→ **Required work**: Reproduce each line of the material exactly, minus any picture.

────────

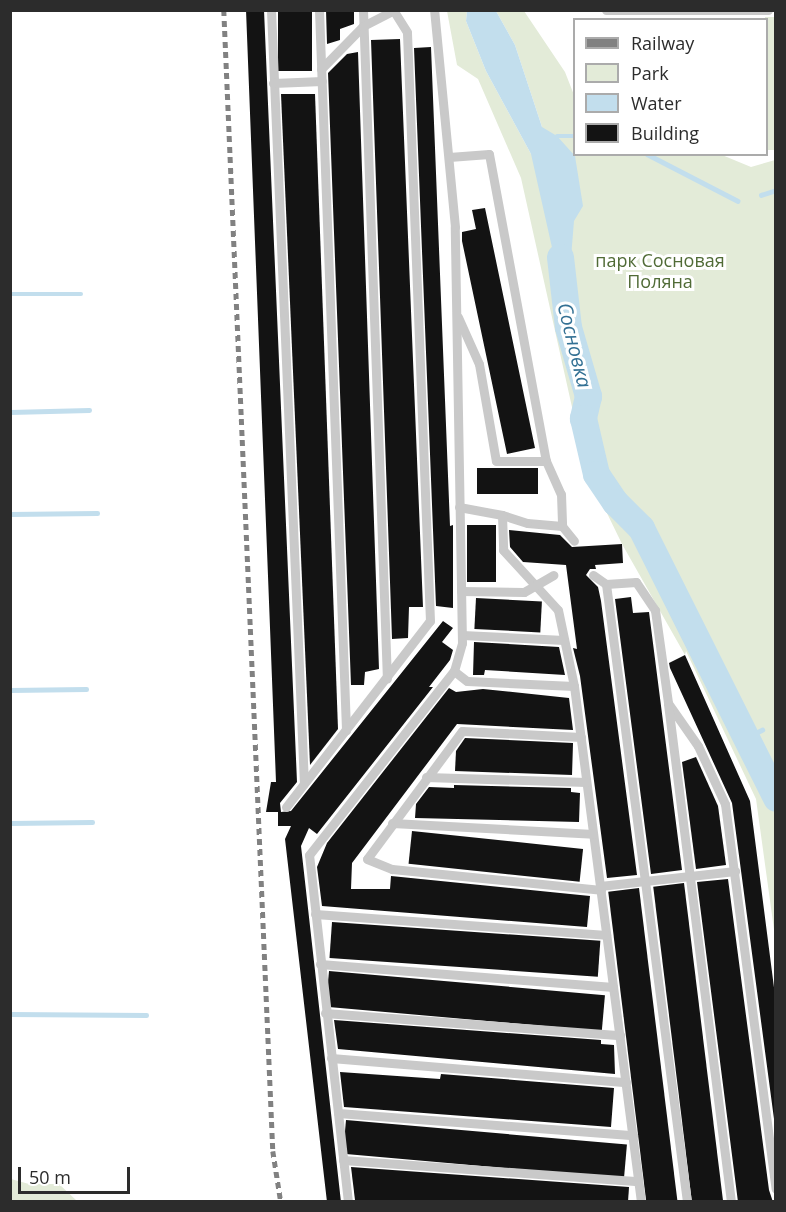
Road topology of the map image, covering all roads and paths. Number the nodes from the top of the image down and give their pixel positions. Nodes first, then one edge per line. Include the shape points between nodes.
1 (271, 10) edge
2 (319, 10) edge
3 (363, 10) edge
4 (434, 10) edge
5 (606, 10) edge
6 (768, 10) edge
7 (394, 11) edge
8 (363, 26) junction
9 (321, 69) junction
10 (322, 81) junction
11 (273, 83) junction
12 (449, 157) junction
13 (456, 313) junction
14 (546, 461) junction
15 (459, 507) junction
16 (502, 515) junction
17 (562, 526) junction
18 (574, 541) dead end
19 (554, 575) dead end
20 (593, 575) dead end
21 (534, 584) junction
22 (606, 584) junction
23 (461, 591) junction
24 (462, 635) junction
25 (564, 640) junction
26 (454, 671) junction
27 (387, 679) junction
28 (574, 686) junction
29 (668, 703) junction
30 (346, 730) junction
31 (581, 737) junction
32 (426, 777) junction
33 (586, 782) junction
34 (304, 783) junction
35 (286, 807) dead end
36 (393, 823) junction
37 (593, 834) junction
38 (735, 871) junction
39 (688, 876) junction
40 (644, 881) junction
41 (600, 888) junction
42 (315, 914) junction
43 (606, 935) junction
44 (320, 964) junction
45 (613, 987) junction
46 (325, 1013) junction
47 (620, 1035) junction
48 (331, 1058) junction
49 (626, 1082) junction
50 (338, 1113) junction
51 (633, 1135) junction
52 (343, 1160) junction
53 (638, 1181) junction
54 (776, 1189) edge
55 (348, 1202) edge
56 (641, 1202) edge
57 (687, 1202) edge
58 (731, 1202) edge

1 - 11 lane
2 - 9 lane
3 - 8 lane
4 - 12 lane
5 - 6 lane
7 - 8 lane
7 - 27 lane via 407,32 430,621
8 - 9 lane
8 - 27 lane
9 - 10 lane
10 - 11 lane
10 - 30 lane
11 - 34 lane
12 - 13 lane
12 - 14 lane via 489,154
13 - 14 lane via 479,364 496,461
13 - 15 lane
14 - 17 lane via 561,494
15 - 16 lane
15 - 23 lane
16 - 17 lane via 527,524
16 - 21 lane via 503,550
17 - 18 lane
19 - 21 lane
20 - 22 lane
21 - 23 lane via 524,592
21 - 25 lane via 558,610
22 - 29 lane via 636,582 655,610
22 - 40 lane
23 - 24 lane
24 - 25 lane
24 - 26 lane
25 - 28 lane
26 - 28 lane via 467,681
26 - 42 lane via 309,855
27 - 30 lane
28 - 31 lane
29 - 38 lane via 698,746 725,804
29 - 39 lane
30 - 34 lane
31 - 32 lane via 462,731
31 - 33 lane
32 - 33 lane
32 - 36 lane
33 - 37 lane
34 - 35 lane
36 - 37 lane
36 - 41 lane via 367,859 393,869
37 - 41 lane
38 - 39 lane
38 - 54 lane
39 - 40 lane
39 - 58 lane
40 - 41 lane
40 - 57 lane
41 - 43 lane
42 - 43 lane
42 - 44 lane
43 - 45 lane
44 - 45 lane
44 - 46 lane
45 - 47 lane
46 - 47 lane
46 - 48 lane
47 - 49 lane
48 - 49 lane
48 - 50 lane
49 - 51 lane
50 - 51 lane
50 - 52 lane
51 - 53 lane
52 - 53 lane
52 - 55 lane
53 - 56 lane

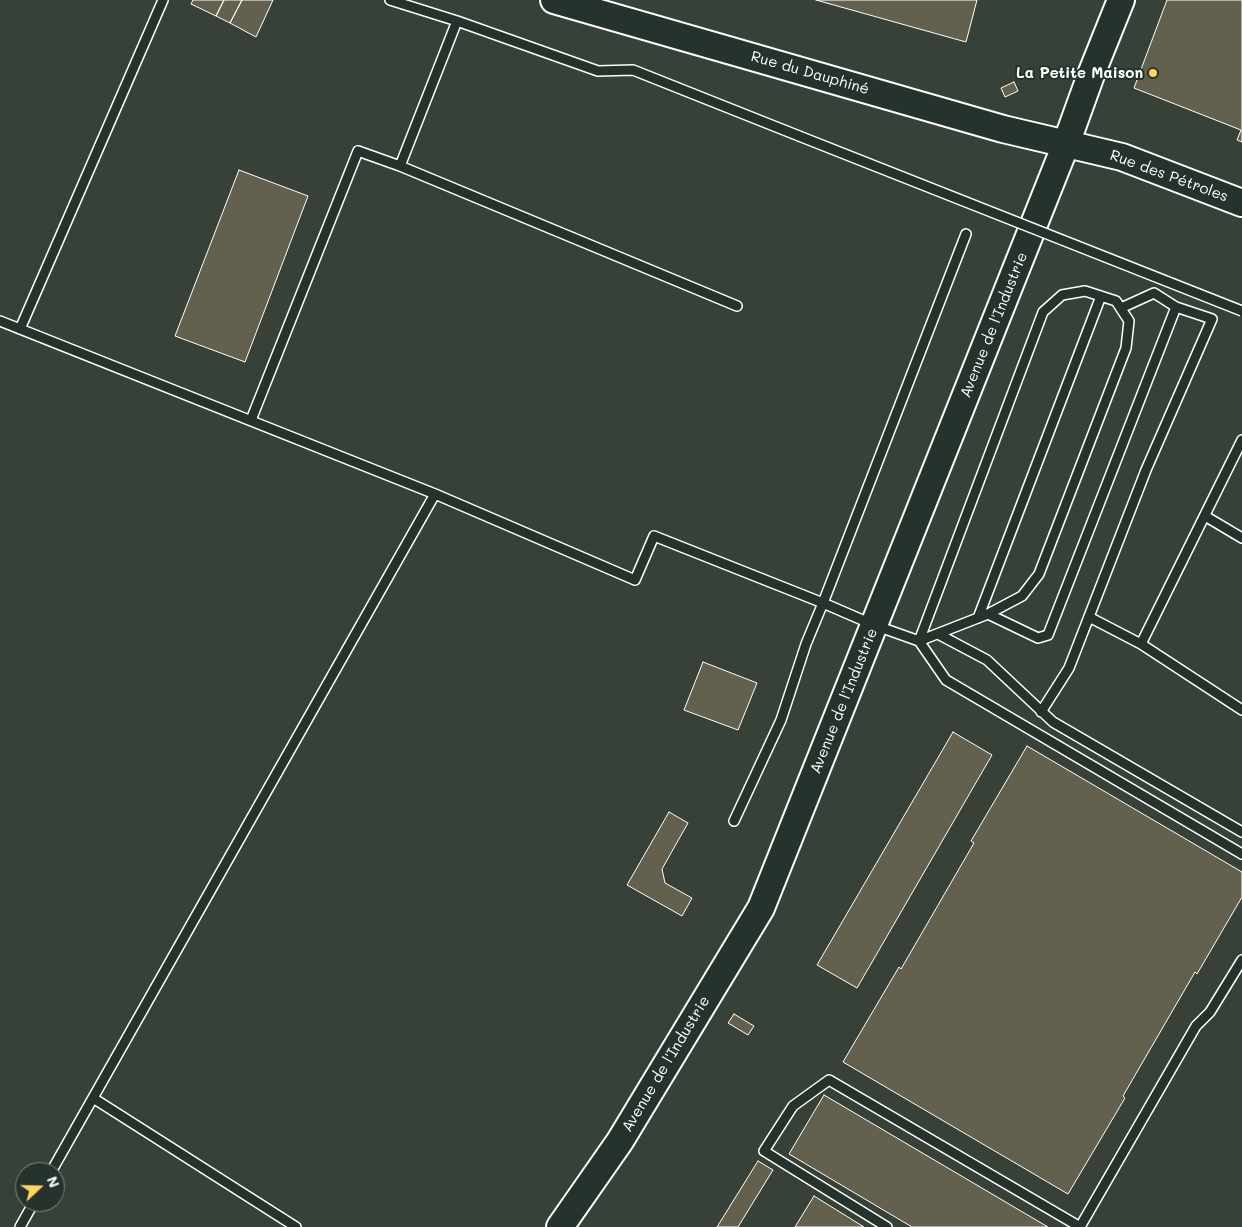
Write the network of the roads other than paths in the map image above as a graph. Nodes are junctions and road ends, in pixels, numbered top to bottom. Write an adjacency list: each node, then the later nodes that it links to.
1 (163, 0): 16 (lane)
2 (390, 0): 5 (lane)
3 (554, 0): 6 (street, Rue du Dauphiné)
4 (1121, 0): 6 (street, Avenue de l'Industrie)
5 (457, 20): 7 (lane); 14 (lane, bridge)
6 (1066, 144): 8 (street, Rue des Pétroles); 26 (street, Avenue de l'Industrie)
7 (400, 166): 11 (lane); 17 (lane)
8 (1242, 203)
9 (966, 234): 22 (lane)
10 (1101, 296): 13 (lane); 25 (lane); 28 (lane)
11 (737, 306)
12 (1176, 307): 13 (lane); 23 (lane); 24 (lane)
13 (1120, 308): 23 (lane)
14 (1242, 311)
15 (0, 321): 16 (lane)
16 (20, 329): 17 (lane)
17 (251, 420): 19 (lane)
18 (1242, 440): 20 (lane)
19 (435, 494): 22 (lane); 36 (lane)
20 (1205, 516): 21 (lane); 29 (lane)
21 (1242, 538)
22 (823, 603): 26 (lane); 32 (lane)
23 (988, 614): 25 (lane)
24 (1089, 617): 29 (lane); 31 (lane)
25 (978, 618): 27 (lane)
26 (874, 625): 28 (lane); 41 (street, Avenue de l'Industrie)
27 (938, 634): 28 (lane); 31 (lane)
28 (919, 641): 34 (lane)
29 (1141, 644): 30 (lane)
30 (1242, 710)
31 (1041, 712): 33 (lane)
32 (734, 821)
33 (1242, 832)
34 (1242, 854)
35 (1242, 960): 43 (lane)
36 (93, 1098): 37 (lane); 39 (lane)
37 (57, 1162)
38 (28, 1212): 40 (lane)
39 (292, 1225)
40 (20, 1227)
41 (560, 1227)
42 (888, 1227): 43 (lane)
43 (1080, 1227)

────────

→ **Solved exercise**:
Road topology of the map image, covering all roads and paths. Number the nodes from the top of the image down and give their pixel positions. Nodes first, then one edge per line. Include the shape points between nodes.
1 (271, 10) edge
2 (319, 10) edge
3 (363, 10) edge
4 (434, 10) edge
5 (606, 10) edge
6 (768, 10) edge
7 (394, 11) edge
8 (363, 26) junction
9 (321, 69) junction
10 (322, 81) junction
11 (273, 83) junction
12 (449, 157) junction
13 (456, 313) junction
14 (546, 461) junction
15 (459, 507) junction
16 (502, 515) junction
17 (562, 526) junction
18 (574, 541) dead end
19 (554, 575) dead end
20 (593, 575) dead end
21 (534, 584) junction
22 (606, 584) junction
23 (461, 591) junction
24 (462, 635) junction
25 (564, 640) junction
26 (454, 671) junction
27 (387, 679) junction
28 (574, 686) junction
29 (668, 703) junction
30 (346, 730) junction
31 (581, 737) junction
32 (426, 777) junction
33 (586, 782) junction
34 (304, 783) junction
35 (286, 807) dead end
36 (393, 823) junction
37 (593, 834) junction
38 (735, 871) junction
39 (688, 876) junction
40 (644, 881) junction
41 (600, 888) junction
42 (315, 914) junction
43 (606, 935) junction
44 (320, 964) junction
45 (613, 987) junction
46 (325, 1013) junction
47 (620, 1035) junction
48 (331, 1058) junction
49 (626, 1082) junction
50 (338, 1113) junction
51 (633, 1135) junction
52 (343, 1160) junction
53 (638, 1181) junction
54 (776, 1189) edge
55 (348, 1202) edge
56 (641, 1202) edge
57 (687, 1202) edge
58 (731, 1202) edge

1 - 11 lane
2 - 9 lane
3 - 8 lane
4 - 12 lane
5 - 6 lane
7 - 8 lane
7 - 27 lane via 407,32 430,621
8 - 9 lane
8 - 27 lane
9 - 10 lane
10 - 11 lane
10 - 30 lane
11 - 34 lane
12 - 13 lane
12 - 14 lane via 489,154
13 - 14 lane via 479,364 496,461
13 - 15 lane
14 - 17 lane via 561,494
15 - 16 lane
15 - 23 lane
16 - 17 lane via 527,524
16 - 21 lane via 503,550
17 - 18 lane
19 - 21 lane
20 - 22 lane
21 - 23 lane via 524,592
21 - 25 lane via 558,610
22 - 29 lane via 636,582 655,610
22 - 40 lane
23 - 24 lane
24 - 25 lane
24 - 26 lane
25 - 28 lane
26 - 28 lane via 467,681
26 - 42 lane via 309,855
27 - 30 lane
28 - 31 lane
29 - 38 lane via 698,746 725,804
29 - 39 lane
30 - 34 lane
31 - 32 lane via 462,731
31 - 33 lane
32 - 33 lane
32 - 36 lane
33 - 37 lane
34 - 35 lane
36 - 37 lane
36 - 41 lane via 367,859 393,869
37 - 41 lane
38 - 39 lane
38 - 54 lane
39 - 40 lane
39 - 58 lane
40 - 41 lane
40 - 57 lane
41 - 43 lane
42 - 43 lane
42 - 44 lane
43 - 45 lane
44 - 45 lane
44 - 46 lane
45 - 47 lane
46 - 47 lane
46 - 48 lane
47 - 49 lane
48 - 49 lane
48 - 50 lane
49 - 51 lane
50 - 51 lane
50 - 52 lane
51 - 53 lane
52 - 53 lane
52 - 55 lane
53 - 56 lane

Write the network of the roads other than paths in the map image above as a graph. Nodes are junctions and road ends, in pixels, numbered top to bottom. Write an adjacency list: each node, then the later nodes that it links to.
1 (163, 0): 16 (lane)
2 (390, 0): 5 (lane)
3 (554, 0): 6 (street, Rue du Dauphiné)
4 (1121, 0): 6 (street, Avenue de l'Industrie)
5 (457, 20): 7 (lane); 14 (lane, bridge)
6 (1066, 144): 8 (street, Rue des Pétroles); 26 (street, Avenue de l'Industrie)
7 (400, 166): 11 (lane); 17 (lane)
8 (1242, 203)
9 (966, 234): 22 (lane)
10 (1101, 296): 13 (lane); 25 (lane); 28 (lane)
11 (737, 306)
12 (1176, 307): 13 (lane); 23 (lane); 24 (lane)
13 (1120, 308): 23 (lane)
14 (1242, 311)
15 (0, 321): 16 (lane)
16 (20, 329): 17 (lane)
17 (251, 420): 19 (lane)
18 (1242, 440): 20 (lane)
19 (435, 494): 22 (lane); 36 (lane)
20 (1205, 516): 21 (lane); 29 (lane)
21 (1242, 538)
22 (823, 603): 26 (lane); 32 (lane)
23 (988, 614): 25 (lane)
24 (1089, 617): 29 (lane); 31 (lane)
25 (978, 618): 27 (lane)
26 (874, 625): 28 (lane); 41 (street, Avenue de l'Industrie)
27 (938, 634): 28 (lane); 31 (lane)
28 (919, 641): 34 (lane)
29 (1141, 644): 30 (lane)
30 (1242, 710)
31 (1041, 712): 33 (lane)
32 (734, 821)
33 (1242, 832)
34 (1242, 854)
35 (1242, 960): 43 (lane)
36 (93, 1098): 37 (lane); 39 (lane)
37 (57, 1162)
38 (28, 1212): 40 (lane)
39 (292, 1225)
40 (20, 1227)
41 (560, 1227)
42 (888, 1227): 43 (lane)
43 (1080, 1227)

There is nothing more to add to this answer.